04/02/14  Wäre es üblich, Direktoren oder Geschäftsführer der beiden Salzburger Orchester zu porträtieren: Die Malerzunft brauchte um Arbeit fürwahr nicht zu bangen. Als Beobachter von außen könnte man meinen: Die Orchesterdirektoren sind die natürlichen Feinde der Musiker.

Im Fall der scheidenden Orchesterdirektorin Vera van Hazebrouck fehlt es nicht an gegenseitiger Schuldzuweisung. Sie fühlt sich vom Orchester gemobbt, das Orchester fühlte sich von ihr schlecht betreut. Dass sie viel Zeit als „Teleworkerin“ verbracht hat und es an Präsenz vor Ort fehlte, ist eine Tatsache. Dass zwischen Österreichern und Deutschen Mentalitätsunterschiede bestehen, mag die Kontakte vor Ort nicht verbessert haben. Mit einseitigen Schuldzuweisungen kommt man da nicht weiter.

Ein Grundproblem: Musiker sind ehrgeizig geworden, sie lassen sich gerne künstlerisch herausfordern und sie fahren auch gerne auf Tourneen. Zeiten, da Orchesterspiel als Fron und das Dasein mit Beamtenmentalität abgesessen wurde, sind glücklicherweise längst vorbei. Das hört man gerade dem Mozarteumorchester an – seine Qualität ist mit dem Zustand vor fünfzehn, zwanzig Jahren überhaupt nicht mehr zu vergleichen.

Ein Orchesterdirektor steht heutzutage also einer Gruppe von hoch ambitionierten Künstlern gegenüber, die aktiv gemanagt sein wollen. Dass eine Gruppe künstlerischer Individuen auch besonderes Fingerspitzengefühl bei der Kommunikation voraussetzt, kommt dazu.

Auf der anderen Seite: Die wirtschaftliche Situation – etwa bei der Planung von Tourneen – ist für die Orchesterdirektoren überproportional schwierig geworden. Veranstalter zaudern, schrecken vor langfristigen Gastspielverträgen zurück, weil sie ja schwer einschätzen können, wie viel Geld in zwei, drei Jahren zur Verfügung stehen wird.

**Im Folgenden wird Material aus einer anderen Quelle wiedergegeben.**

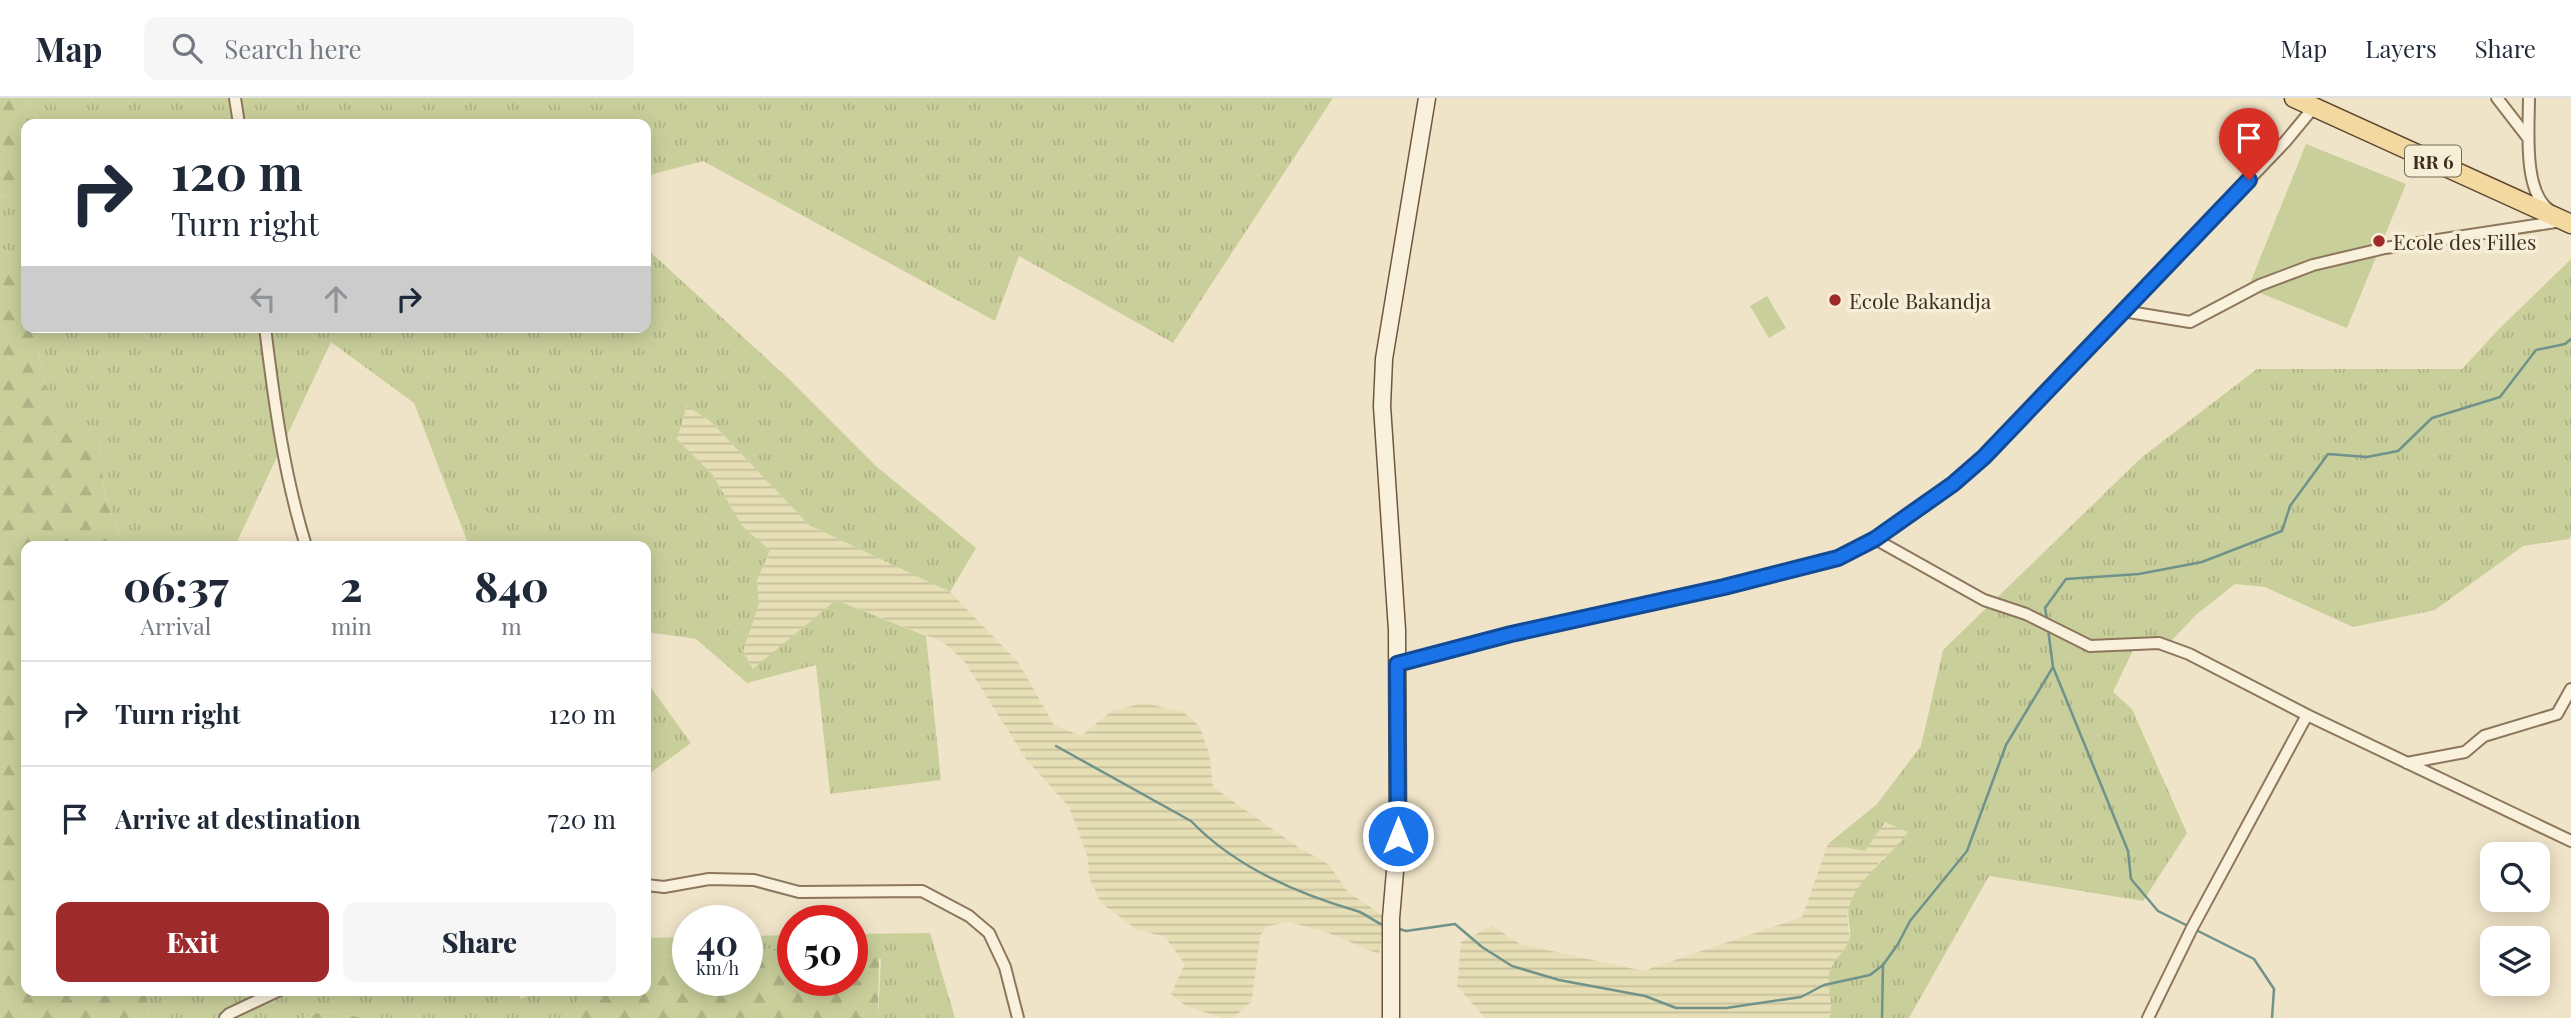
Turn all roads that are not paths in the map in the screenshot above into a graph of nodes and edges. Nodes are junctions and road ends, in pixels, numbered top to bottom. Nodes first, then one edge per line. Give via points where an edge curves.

Ein Orchester wie das Mozarteumorchester ist aber kurzfristig nicht zu dirigieren, schließlich gibt es einen ebenfalls solide vorgeplanten Terminkalender im Landestheater, und auch die Kulturvereinigungskonzerte wollen ehzeitig terminisiert sein.

Eine tagtägliche Mühle für diejenigen, die fürs Wirtschaftliche und Organisatorische im Orchester verantwortlich sind. Kurzfristige Einteilung der Orchesterdienste, ein Vermeiden von Leerläufen, strategische Planung, Positionierung des Orchesters auf dem internationalen Spielfeld: Das läuft in Summe auf die Quadratur des Kreises hinaus.

Kein Wunder, dass das an die Substanz geht, dass kleinere Reibereien und ausgewachsene Zwistigkeiten sozusagen systemimmanent sind. Entsprechend lang ist die „Ahnengalerie“ der Orchesterdirektoren: Thomas Wolfram (der jetzt als Retter in der Not wieder kommt), Peter Ramsauer, Erwin Niese, Thomas Rosu, Vera van Hazebrouck – drüben bei der Camerata ist die Liste noch ein bisserl länger.

Ja, es das sind exponierte Jobs im Kulturmanagement. Schleudersitze, bei denen oft der Auslösehebel gedrückt wird.